- **Task goal**
In full and without deviation, write out the entries that follow.

------------------------------

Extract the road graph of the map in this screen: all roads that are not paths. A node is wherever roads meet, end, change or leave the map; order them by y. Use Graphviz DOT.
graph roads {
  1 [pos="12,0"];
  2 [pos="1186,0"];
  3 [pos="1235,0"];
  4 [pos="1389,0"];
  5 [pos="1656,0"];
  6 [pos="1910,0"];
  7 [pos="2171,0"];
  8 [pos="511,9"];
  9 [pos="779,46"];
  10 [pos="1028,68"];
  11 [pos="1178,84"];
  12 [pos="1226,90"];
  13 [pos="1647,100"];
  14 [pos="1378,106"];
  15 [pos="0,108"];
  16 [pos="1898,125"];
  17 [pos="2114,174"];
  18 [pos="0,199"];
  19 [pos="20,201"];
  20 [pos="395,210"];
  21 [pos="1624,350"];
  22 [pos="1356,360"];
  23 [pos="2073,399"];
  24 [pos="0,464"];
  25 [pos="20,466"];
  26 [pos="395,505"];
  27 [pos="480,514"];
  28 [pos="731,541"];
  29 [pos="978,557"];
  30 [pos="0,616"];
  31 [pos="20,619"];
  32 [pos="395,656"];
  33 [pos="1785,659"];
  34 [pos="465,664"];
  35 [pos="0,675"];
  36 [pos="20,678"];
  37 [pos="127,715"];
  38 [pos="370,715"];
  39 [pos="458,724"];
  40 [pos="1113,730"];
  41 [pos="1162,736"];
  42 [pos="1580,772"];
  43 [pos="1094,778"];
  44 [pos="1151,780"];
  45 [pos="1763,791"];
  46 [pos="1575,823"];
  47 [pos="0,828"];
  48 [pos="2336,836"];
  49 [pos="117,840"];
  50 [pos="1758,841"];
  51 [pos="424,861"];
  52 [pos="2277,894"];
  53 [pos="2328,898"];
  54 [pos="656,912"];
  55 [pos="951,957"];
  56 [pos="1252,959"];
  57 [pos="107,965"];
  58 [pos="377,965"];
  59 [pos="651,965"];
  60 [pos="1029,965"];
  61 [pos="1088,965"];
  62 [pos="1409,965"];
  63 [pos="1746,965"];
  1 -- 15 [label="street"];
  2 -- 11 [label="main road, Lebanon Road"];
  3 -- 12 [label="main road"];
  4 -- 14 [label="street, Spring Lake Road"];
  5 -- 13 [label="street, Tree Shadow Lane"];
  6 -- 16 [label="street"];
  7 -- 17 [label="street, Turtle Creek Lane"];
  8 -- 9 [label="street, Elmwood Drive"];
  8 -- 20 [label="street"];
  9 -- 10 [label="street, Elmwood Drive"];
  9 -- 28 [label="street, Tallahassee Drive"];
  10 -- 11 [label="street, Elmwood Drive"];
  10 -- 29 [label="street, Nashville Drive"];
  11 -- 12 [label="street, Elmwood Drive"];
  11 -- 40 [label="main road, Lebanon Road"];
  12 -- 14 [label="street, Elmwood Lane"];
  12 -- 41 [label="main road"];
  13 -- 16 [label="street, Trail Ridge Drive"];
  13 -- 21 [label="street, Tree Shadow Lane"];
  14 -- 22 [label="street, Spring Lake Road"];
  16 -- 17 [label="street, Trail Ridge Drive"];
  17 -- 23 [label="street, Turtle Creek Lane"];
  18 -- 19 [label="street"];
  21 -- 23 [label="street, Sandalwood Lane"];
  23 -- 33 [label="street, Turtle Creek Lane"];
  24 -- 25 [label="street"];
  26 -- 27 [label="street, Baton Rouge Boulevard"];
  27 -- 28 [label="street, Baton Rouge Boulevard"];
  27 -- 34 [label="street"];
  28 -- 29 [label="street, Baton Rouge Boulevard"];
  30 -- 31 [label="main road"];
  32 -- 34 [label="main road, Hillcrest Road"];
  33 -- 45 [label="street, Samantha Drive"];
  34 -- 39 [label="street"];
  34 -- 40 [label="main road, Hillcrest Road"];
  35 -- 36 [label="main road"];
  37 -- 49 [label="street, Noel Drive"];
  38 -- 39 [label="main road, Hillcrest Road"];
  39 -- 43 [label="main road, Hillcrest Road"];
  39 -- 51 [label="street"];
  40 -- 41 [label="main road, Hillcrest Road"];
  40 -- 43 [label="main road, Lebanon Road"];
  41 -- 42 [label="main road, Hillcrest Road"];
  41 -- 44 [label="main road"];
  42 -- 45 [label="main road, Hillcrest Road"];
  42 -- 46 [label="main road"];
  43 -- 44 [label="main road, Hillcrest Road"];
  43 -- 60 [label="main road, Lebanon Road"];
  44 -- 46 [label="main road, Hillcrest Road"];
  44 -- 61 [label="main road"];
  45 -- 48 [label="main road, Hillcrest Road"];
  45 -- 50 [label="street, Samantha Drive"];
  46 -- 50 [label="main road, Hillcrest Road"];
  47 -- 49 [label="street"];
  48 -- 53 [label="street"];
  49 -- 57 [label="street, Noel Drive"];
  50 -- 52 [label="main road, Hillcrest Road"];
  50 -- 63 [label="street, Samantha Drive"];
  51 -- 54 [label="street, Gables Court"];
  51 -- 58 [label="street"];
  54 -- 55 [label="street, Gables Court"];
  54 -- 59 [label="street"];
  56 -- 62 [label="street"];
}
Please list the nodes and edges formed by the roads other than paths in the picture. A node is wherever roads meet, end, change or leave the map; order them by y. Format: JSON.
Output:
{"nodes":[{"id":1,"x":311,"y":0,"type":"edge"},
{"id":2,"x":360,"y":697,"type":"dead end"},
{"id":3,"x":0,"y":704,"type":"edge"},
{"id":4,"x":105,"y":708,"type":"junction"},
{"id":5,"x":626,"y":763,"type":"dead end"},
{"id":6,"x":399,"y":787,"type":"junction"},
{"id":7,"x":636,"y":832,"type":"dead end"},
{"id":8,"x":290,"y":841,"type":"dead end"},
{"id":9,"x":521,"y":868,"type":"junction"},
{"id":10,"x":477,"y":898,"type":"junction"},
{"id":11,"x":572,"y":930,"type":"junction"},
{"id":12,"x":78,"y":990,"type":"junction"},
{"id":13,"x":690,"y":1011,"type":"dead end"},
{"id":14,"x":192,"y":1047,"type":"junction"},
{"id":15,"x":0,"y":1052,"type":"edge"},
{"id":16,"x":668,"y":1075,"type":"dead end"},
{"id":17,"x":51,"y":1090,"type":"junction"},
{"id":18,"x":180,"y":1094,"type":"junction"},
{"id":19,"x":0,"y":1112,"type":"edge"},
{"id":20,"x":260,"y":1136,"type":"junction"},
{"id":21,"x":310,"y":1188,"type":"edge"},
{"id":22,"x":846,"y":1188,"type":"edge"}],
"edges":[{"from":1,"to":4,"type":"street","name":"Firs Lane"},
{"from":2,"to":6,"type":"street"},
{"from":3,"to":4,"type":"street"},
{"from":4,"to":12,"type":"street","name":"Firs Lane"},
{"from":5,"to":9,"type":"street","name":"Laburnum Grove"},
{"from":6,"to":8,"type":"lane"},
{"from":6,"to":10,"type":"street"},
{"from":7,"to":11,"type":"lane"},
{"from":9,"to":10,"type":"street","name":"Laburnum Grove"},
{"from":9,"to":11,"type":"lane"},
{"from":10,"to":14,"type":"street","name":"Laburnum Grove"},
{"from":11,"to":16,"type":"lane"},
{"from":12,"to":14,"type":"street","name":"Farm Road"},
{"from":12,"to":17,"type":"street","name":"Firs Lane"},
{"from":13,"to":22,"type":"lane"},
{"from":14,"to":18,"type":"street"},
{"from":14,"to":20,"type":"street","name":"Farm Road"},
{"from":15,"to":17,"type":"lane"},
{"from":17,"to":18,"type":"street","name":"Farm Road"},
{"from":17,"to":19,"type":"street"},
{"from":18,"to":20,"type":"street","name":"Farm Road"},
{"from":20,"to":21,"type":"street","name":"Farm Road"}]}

------------------------------

- **Exercise result**
Extract the road graph of the map in this screen: all roads that are not paths. A node is wherever roads meet, end, change or leave the map; order them by y. Use Graphviz DOT.
graph roads {
  1 [pos="12,0"];
  2 [pos="1186,0"];
  3 [pos="1235,0"];
  4 [pos="1389,0"];
  5 [pos="1656,0"];
  6 [pos="1910,0"];
  7 [pos="2171,0"];
  8 [pos="511,9"];
  9 [pos="779,46"];
  10 [pos="1028,68"];
  11 [pos="1178,84"];
  12 [pos="1226,90"];
  13 [pos="1647,100"];
  14 [pos="1378,106"];
  15 [pos="0,108"];
  16 [pos="1898,125"];
  17 [pos="2114,174"];
  18 [pos="0,199"];
  19 [pos="20,201"];
  20 [pos="395,210"];
  21 [pos="1624,350"];
  22 [pos="1356,360"];
  23 [pos="2073,399"];
  24 [pos="0,464"];
  25 [pos="20,466"];
  26 [pos="395,505"];
  27 [pos="480,514"];
  28 [pos="731,541"];
  29 [pos="978,557"];
  30 [pos="0,616"];
  31 [pos="20,619"];
  32 [pos="395,656"];
  33 [pos="1785,659"];
  34 [pos="465,664"];
  35 [pos="0,675"];
  36 [pos="20,678"];
  37 [pos="127,715"];
  38 [pos="370,715"];
  39 [pos="458,724"];
  40 [pos="1113,730"];
  41 [pos="1162,736"];
  42 [pos="1580,772"];
  43 [pos="1094,778"];
  44 [pos="1151,780"];
  45 [pos="1763,791"];
  46 [pos="1575,823"];
  47 [pos="0,828"];
  48 [pos="2336,836"];
  49 [pos="117,840"];
  50 [pos="1758,841"];
  51 [pos="424,861"];
  52 [pos="2277,894"];
  53 [pos="2328,898"];
  54 [pos="656,912"];
  55 [pos="951,957"];
  56 [pos="1252,959"];
  57 [pos="107,965"];
  58 [pos="377,965"];
  59 [pos="651,965"];
  60 [pos="1029,965"];
  61 [pos="1088,965"];
  62 [pos="1409,965"];
  63 [pos="1746,965"];
  1 -- 15 [label="street"];
  2 -- 11 [label="main road, Lebanon Road"];
  3 -- 12 [label="main road"];
  4 -- 14 [label="street, Spring Lake Road"];
  5 -- 13 [label="street, Tree Shadow Lane"];
  6 -- 16 [label="street"];
  7 -- 17 [label="street, Turtle Creek Lane"];
  8 -- 9 [label="street, Elmwood Drive"];
  8 -- 20 [label="street"];
  9 -- 10 [label="street, Elmwood Drive"];
  9 -- 28 [label="street, Tallahassee Drive"];
  10 -- 11 [label="street, Elmwood Drive"];
  10 -- 29 [label="street, Nashville Drive"];
  11 -- 12 [label="street, Elmwood Drive"];
  11 -- 40 [label="main road, Lebanon Road"];
  12 -- 14 [label="street, Elmwood Lane"];
  12 -- 41 [label="main road"];
  13 -- 16 [label="street, Trail Ridge Drive"];
  13 -- 21 [label="street, Tree Shadow Lane"];
  14 -- 22 [label="street, Spring Lake Road"];
  16 -- 17 [label="street, Trail Ridge Drive"];
  17 -- 23 [label="street, Turtle Creek Lane"];
  18 -- 19 [label="street"];
  21 -- 23 [label="street, Sandalwood Lane"];
  23 -- 33 [label="street, Turtle Creek Lane"];
  24 -- 25 [label="street"];
  26 -- 27 [label="street, Baton Rouge Boulevard"];
  27 -- 28 [label="street, Baton Rouge Boulevard"];
  27 -- 34 [label="street"];
  28 -- 29 [label="street, Baton Rouge Boulevard"];
  30 -- 31 [label="main road"];
  32 -- 34 [label="main road, Hillcrest Road"];
  33 -- 45 [label="street, Samantha Drive"];
  34 -- 39 [label="street"];
  34 -- 40 [label="main road, Hillcrest Road"];
  35 -- 36 [label="main road"];
  37 -- 49 [label="street, Noel Drive"];
  38 -- 39 [label="main road, Hillcrest Road"];
  39 -- 43 [label="main road, Hillcrest Road"];
  39 -- 51 [label="street"];
  40 -- 41 [label="main road, Hillcrest Road"];
  40 -- 43 [label="main road, Lebanon Road"];
  41 -- 42 [label="main road, Hillcrest Road"];
  41 -- 44 [label="main road"];
  42 -- 45 [label="main road, Hillcrest Road"];
  42 -- 46 [label="main road"];
  43 -- 44 [label="main road, Hillcrest Road"];
  43 -- 60 [label="main road, Lebanon Road"];
  44 -- 46 [label="main road, Hillcrest Road"];
  44 -- 61 [label="main road"];
  45 -- 48 [label="main road, Hillcrest Road"];
  45 -- 50 [label="street, Samantha Drive"];
  46 -- 50 [label="main road, Hillcrest Road"];
  47 -- 49 [label="street"];
  48 -- 53 [label="street"];
  49 -- 57 [label="street, Noel Drive"];
  50 -- 52 [label="main road, Hillcrest Road"];
  50 -- 63 [label="street, Samantha Drive"];
  51 -- 54 [label="street, Gables Court"];
  51 -- 58 [label="street"];
  54 -- 55 [label="street, Gables Court"];
  54 -- 59 [label="street"];
  56 -- 62 [label="street"];
}
Please list the nodes and edges formed by the roads other than paths in the picture. A node is wherever roads meet, end, change or leave the map; order them by y. Format: JSON.
Output:
{"nodes":[{"id":1,"x":311,"y":0,"type":"edge"},
{"id":2,"x":360,"y":697,"type":"dead end"},
{"id":3,"x":0,"y":704,"type":"edge"},
{"id":4,"x":105,"y":708,"type":"junction"},
{"id":5,"x":626,"y":763,"type":"dead end"},
{"id":6,"x":399,"y":787,"type":"junction"},
{"id":7,"x":636,"y":832,"type":"dead end"},
{"id":8,"x":290,"y":841,"type":"dead end"},
{"id":9,"x":521,"y":868,"type":"junction"},
{"id":10,"x":477,"y":898,"type":"junction"},
{"id":11,"x":572,"y":930,"type":"junction"},
{"id":12,"x":78,"y":990,"type":"junction"},
{"id":13,"x":690,"y":1011,"type":"dead end"},
{"id":14,"x":192,"y":1047,"type":"junction"},
{"id":15,"x":0,"y":1052,"type":"edge"},
{"id":16,"x":668,"y":1075,"type":"dead end"},
{"id":17,"x":51,"y":1090,"type":"junction"},
{"id":18,"x":180,"y":1094,"type":"junction"},
{"id":19,"x":0,"y":1112,"type":"edge"},
{"id":20,"x":260,"y":1136,"type":"junction"},
{"id":21,"x":310,"y":1188,"type":"edge"},
{"id":22,"x":846,"y":1188,"type":"edge"}],
"edges":[{"from":1,"to":4,"type":"street","name":"Firs Lane"},
{"from":2,"to":6,"type":"street"},
{"from":3,"to":4,"type":"street"},
{"from":4,"to":12,"type":"street","name":"Firs Lane"},
{"from":5,"to":9,"type":"street","name":"Laburnum Grove"},
{"from":6,"to":8,"type":"lane"},
{"from":6,"to":10,"type":"street"},
{"from":7,"to":11,"type":"lane"},
{"from":9,"to":10,"type":"street","name":"Laburnum Grove"},
{"from":9,"to":11,"type":"lane"},
{"from":10,"to":14,"type":"street","name":"Laburnum Grove"},
{"from":11,"to":16,"type":"lane"},
{"from":12,"to":14,"type":"street","name":"Farm Road"},
{"from":12,"to":17,"type":"street","name":"Firs Lane"},
{"from":13,"to":22,"type":"lane"},
{"from":14,"to":18,"type":"street"},
{"from":14,"to":20,"type":"street","name":"Farm Road"},
{"from":15,"to":17,"type":"lane"},
{"from":17,"to":18,"type":"street","name":"Farm Road"},
{"from":17,"to":19,"type":"street"},
{"from":18,"to":20,"type":"street","name":"Farm Road"},
{"from":20,"to":21,"type":"street","name":"Farm Road"}]}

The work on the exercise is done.